The records follow. Copy each one exactly.

━━ DATA IN THIS EXERCISE

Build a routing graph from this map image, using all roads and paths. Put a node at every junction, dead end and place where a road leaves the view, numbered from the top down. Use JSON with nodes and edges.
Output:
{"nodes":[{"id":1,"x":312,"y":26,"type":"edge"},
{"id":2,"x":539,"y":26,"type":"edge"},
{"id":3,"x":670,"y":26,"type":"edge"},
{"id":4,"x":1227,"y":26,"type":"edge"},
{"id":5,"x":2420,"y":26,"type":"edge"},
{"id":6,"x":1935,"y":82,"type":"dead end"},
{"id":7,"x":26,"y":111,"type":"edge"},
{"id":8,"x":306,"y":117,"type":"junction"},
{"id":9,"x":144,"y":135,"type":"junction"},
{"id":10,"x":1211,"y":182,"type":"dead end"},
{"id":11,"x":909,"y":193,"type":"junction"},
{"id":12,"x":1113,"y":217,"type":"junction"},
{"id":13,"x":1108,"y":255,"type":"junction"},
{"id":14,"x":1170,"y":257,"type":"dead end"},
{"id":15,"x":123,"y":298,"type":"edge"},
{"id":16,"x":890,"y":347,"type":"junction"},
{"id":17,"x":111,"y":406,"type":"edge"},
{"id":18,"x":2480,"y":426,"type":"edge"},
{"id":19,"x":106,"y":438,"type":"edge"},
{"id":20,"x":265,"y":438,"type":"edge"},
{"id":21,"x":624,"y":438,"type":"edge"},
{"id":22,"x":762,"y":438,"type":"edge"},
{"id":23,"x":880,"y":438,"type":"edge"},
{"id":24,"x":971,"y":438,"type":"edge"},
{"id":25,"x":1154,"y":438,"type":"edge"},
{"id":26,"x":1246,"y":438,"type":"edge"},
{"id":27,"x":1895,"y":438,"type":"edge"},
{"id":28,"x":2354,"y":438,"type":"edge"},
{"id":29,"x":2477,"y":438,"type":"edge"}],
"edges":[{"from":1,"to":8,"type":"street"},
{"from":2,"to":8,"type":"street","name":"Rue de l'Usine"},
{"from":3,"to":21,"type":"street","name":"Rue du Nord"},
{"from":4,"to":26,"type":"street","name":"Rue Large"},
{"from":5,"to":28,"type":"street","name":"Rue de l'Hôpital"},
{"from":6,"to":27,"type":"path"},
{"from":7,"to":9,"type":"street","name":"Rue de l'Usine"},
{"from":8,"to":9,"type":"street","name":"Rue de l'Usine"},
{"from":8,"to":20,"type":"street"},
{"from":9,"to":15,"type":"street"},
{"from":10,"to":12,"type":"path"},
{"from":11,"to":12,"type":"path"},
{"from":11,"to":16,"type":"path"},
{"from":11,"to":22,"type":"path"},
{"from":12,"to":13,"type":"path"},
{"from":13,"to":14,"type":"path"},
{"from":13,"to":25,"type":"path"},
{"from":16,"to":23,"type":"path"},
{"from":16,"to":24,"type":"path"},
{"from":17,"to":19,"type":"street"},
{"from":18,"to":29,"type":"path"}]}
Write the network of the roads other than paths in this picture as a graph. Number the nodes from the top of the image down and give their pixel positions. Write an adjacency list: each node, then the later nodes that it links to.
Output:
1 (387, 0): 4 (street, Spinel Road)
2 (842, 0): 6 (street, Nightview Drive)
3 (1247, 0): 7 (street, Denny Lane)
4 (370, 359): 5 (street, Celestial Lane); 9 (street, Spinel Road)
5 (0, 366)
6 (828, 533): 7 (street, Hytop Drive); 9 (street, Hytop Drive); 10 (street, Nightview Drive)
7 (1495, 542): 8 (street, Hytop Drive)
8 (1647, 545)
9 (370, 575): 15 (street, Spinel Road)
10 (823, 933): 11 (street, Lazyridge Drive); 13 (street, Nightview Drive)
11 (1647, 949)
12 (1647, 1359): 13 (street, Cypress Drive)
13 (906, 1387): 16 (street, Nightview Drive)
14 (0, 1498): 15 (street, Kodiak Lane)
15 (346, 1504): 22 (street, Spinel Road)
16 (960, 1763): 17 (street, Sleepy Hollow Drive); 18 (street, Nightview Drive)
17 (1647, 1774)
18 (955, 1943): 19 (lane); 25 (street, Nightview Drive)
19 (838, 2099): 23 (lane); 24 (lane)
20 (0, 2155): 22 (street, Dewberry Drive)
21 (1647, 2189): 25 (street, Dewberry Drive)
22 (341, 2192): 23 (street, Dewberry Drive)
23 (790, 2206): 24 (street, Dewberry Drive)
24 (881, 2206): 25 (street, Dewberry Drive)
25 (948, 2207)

━━━━

• RESULT OF THIS TASK:
Build a routing graph from this map image, using all roads and paths. Put a node at every junction, dead end and place where a road leaves the view, numbered from the top down. Use JSON with nodes and edges.
Output:
{"nodes":[{"id":1,"x":312,"y":26,"type":"edge"},
{"id":2,"x":539,"y":26,"type":"edge"},
{"id":3,"x":670,"y":26,"type":"edge"},
{"id":4,"x":1227,"y":26,"type":"edge"},
{"id":5,"x":2420,"y":26,"type":"edge"},
{"id":6,"x":1935,"y":82,"type":"dead end"},
{"id":7,"x":26,"y":111,"type":"edge"},
{"id":8,"x":306,"y":117,"type":"junction"},
{"id":9,"x":144,"y":135,"type":"junction"},
{"id":10,"x":1211,"y":182,"type":"dead end"},
{"id":11,"x":909,"y":193,"type":"junction"},
{"id":12,"x":1113,"y":217,"type":"junction"},
{"id":13,"x":1108,"y":255,"type":"junction"},
{"id":14,"x":1170,"y":257,"type":"dead end"},
{"id":15,"x":123,"y":298,"type":"edge"},
{"id":16,"x":890,"y":347,"type":"junction"},
{"id":17,"x":111,"y":406,"type":"edge"},
{"id":18,"x":2480,"y":426,"type":"edge"},
{"id":19,"x":106,"y":438,"type":"edge"},
{"id":20,"x":265,"y":438,"type":"edge"},
{"id":21,"x":624,"y":438,"type":"edge"},
{"id":22,"x":762,"y":438,"type":"edge"},
{"id":23,"x":880,"y":438,"type":"edge"},
{"id":24,"x":971,"y":438,"type":"edge"},
{"id":25,"x":1154,"y":438,"type":"edge"},
{"id":26,"x":1246,"y":438,"type":"edge"},
{"id":27,"x":1895,"y":438,"type":"edge"},
{"id":28,"x":2354,"y":438,"type":"edge"},
{"id":29,"x":2477,"y":438,"type":"edge"}],
"edges":[{"from":1,"to":8,"type":"street"},
{"from":2,"to":8,"type":"street","name":"Rue de l'Usine"},
{"from":3,"to":21,"type":"street","name":"Rue du Nord"},
{"from":4,"to":26,"type":"street","name":"Rue Large"},
{"from":5,"to":28,"type":"street","name":"Rue de l'Hôpital"},
{"from":6,"to":27,"type":"path"},
{"from":7,"to":9,"type":"street","name":"Rue de l'Usine"},
{"from":8,"to":9,"type":"street","name":"Rue de l'Usine"},
{"from":8,"to":20,"type":"street"},
{"from":9,"to":15,"type":"street"},
{"from":10,"to":12,"type":"path"},
{"from":11,"to":12,"type":"path"},
{"from":11,"to":16,"type":"path"},
{"from":11,"to":22,"type":"path"},
{"from":12,"to":13,"type":"path"},
{"from":13,"to":14,"type":"path"},
{"from":13,"to":25,"type":"path"},
{"from":16,"to":23,"type":"path"},
{"from":16,"to":24,"type":"path"},
{"from":17,"to":19,"type":"street"},
{"from":18,"to":29,"type":"path"}]}
Write the network of the roads other than paths in this picture as a graph. Number the nodes from the top of the image down and give their pixel positions. Write an adjacency list: each node, then the later nodes that it links to.
Output:
1 (387, 0): 4 (street, Spinel Road)
2 (842, 0): 6 (street, Nightview Drive)
3 (1247, 0): 7 (street, Denny Lane)
4 (370, 359): 5 (street, Celestial Lane); 9 (street, Spinel Road)
5 (0, 366)
6 (828, 533): 7 (street, Hytop Drive); 9 (street, Hytop Drive); 10 (street, Nightview Drive)
7 (1495, 542): 8 (street, Hytop Drive)
8 (1647, 545)
9 (370, 575): 15 (street, Spinel Road)
10 (823, 933): 11 (street, Lazyridge Drive); 13 (street, Nightview Drive)
11 (1647, 949)
12 (1647, 1359): 13 (street, Cypress Drive)
13 (906, 1387): 16 (street, Nightview Drive)
14 (0, 1498): 15 (street, Kodiak Lane)
15 (346, 1504): 22 (street, Spinel Road)
16 (960, 1763): 17 (street, Sleepy Hollow Drive); 18 (street, Nightview Drive)
17 (1647, 1774)
18 (955, 1943): 19 (lane); 25 (street, Nightview Drive)
19 (838, 2099): 23 (lane); 24 (lane)
20 (0, 2155): 22 (street, Dewberry Drive)
21 (1647, 2189): 25 (street, Dewberry Drive)
22 (341, 2192): 23 (street, Dewberry Drive)
23 (790, 2206): 24 (street, Dewberry Drive)
24 (881, 2206): 25 (street, Dewberry Drive)
25 (948, 2207)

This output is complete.